> **Task brief**:
Set every entry down again, unchanged, picture-free.

> **Task inputs**:
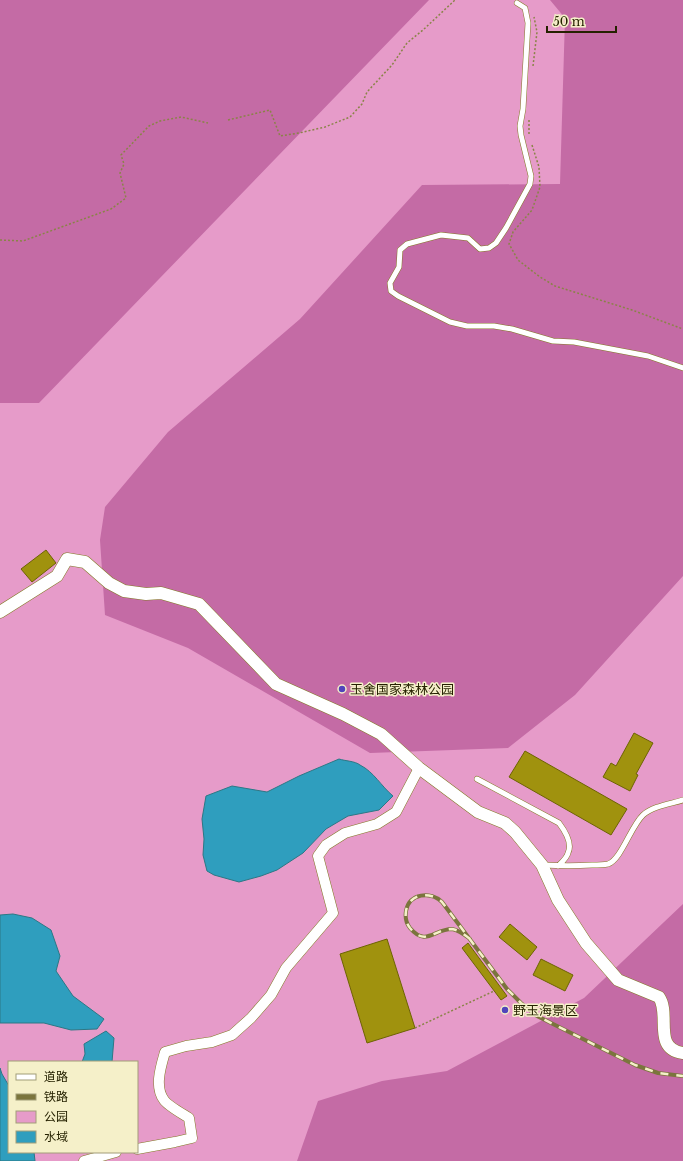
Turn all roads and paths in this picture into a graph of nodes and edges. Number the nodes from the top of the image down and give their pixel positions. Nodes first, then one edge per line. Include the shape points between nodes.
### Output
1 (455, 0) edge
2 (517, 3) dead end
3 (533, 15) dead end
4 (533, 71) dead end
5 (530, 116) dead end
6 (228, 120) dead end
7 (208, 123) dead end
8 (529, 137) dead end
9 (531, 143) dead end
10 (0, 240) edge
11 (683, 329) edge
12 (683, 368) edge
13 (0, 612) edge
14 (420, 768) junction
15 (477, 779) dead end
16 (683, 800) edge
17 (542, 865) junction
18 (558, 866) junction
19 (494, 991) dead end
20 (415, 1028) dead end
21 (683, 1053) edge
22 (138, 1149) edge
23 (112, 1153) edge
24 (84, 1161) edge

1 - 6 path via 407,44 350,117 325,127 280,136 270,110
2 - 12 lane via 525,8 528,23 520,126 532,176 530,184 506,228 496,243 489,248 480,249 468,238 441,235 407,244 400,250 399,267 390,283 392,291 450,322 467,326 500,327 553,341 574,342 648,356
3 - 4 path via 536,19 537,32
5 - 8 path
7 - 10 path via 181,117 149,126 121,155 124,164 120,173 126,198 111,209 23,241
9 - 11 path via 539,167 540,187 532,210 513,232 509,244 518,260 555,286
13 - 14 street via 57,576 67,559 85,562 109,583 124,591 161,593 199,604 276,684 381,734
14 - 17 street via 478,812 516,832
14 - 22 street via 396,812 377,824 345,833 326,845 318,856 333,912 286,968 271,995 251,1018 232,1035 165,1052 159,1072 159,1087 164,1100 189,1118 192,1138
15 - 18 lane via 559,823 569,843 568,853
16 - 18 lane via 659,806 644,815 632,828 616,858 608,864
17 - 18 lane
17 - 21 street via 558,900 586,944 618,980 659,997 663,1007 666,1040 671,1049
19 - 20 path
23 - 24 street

> **Solution to this problem**:
Turn all roads and paths in this picture into a graph of nodes and edges. Number the nodes from the top of the image down and give their pixel positions. Nodes first, then one edge per line. Include the shape points between nodes.
### Output
1 (455, 0) edge
2 (517, 3) dead end
3 (533, 15) dead end
4 (533, 71) dead end
5 (530, 116) dead end
6 (228, 120) dead end
7 (208, 123) dead end
8 (529, 137) dead end
9 (531, 143) dead end
10 (0, 240) edge
11 (683, 329) edge
12 (683, 368) edge
13 (0, 612) edge
14 (420, 768) junction
15 (477, 779) dead end
16 (683, 800) edge
17 (542, 865) junction
18 (558, 866) junction
19 (494, 991) dead end
20 (415, 1028) dead end
21 (683, 1053) edge
22 (138, 1149) edge
23 (112, 1153) edge
24 (84, 1161) edge

1 - 6 path via 407,44 350,117 325,127 280,136 270,110
2 - 12 lane via 525,8 528,23 520,126 532,176 530,184 506,228 496,243 489,248 480,249 468,238 441,235 407,244 400,250 399,267 390,283 392,291 450,322 467,326 500,327 553,341 574,342 648,356
3 - 4 path via 536,19 537,32
5 - 8 path
7 - 10 path via 181,117 149,126 121,155 124,164 120,173 126,198 111,209 23,241
9 - 11 path via 539,167 540,187 532,210 513,232 509,244 518,260 555,286
13 - 14 street via 57,576 67,559 85,562 109,583 124,591 161,593 199,604 276,684 381,734
14 - 17 street via 478,812 516,832
14 - 22 street via 396,812 377,824 345,833 326,845 318,856 333,912 286,968 271,995 251,1018 232,1035 165,1052 159,1072 159,1087 164,1100 189,1118 192,1138
15 - 18 lane via 559,823 569,843 568,853
16 - 18 lane via 659,806 644,815 632,828 616,858 608,864
17 - 18 lane
17 - 21 street via 558,900 586,944 618,980 659,997 663,1007 666,1040 671,1049
19 - 20 path
23 - 24 street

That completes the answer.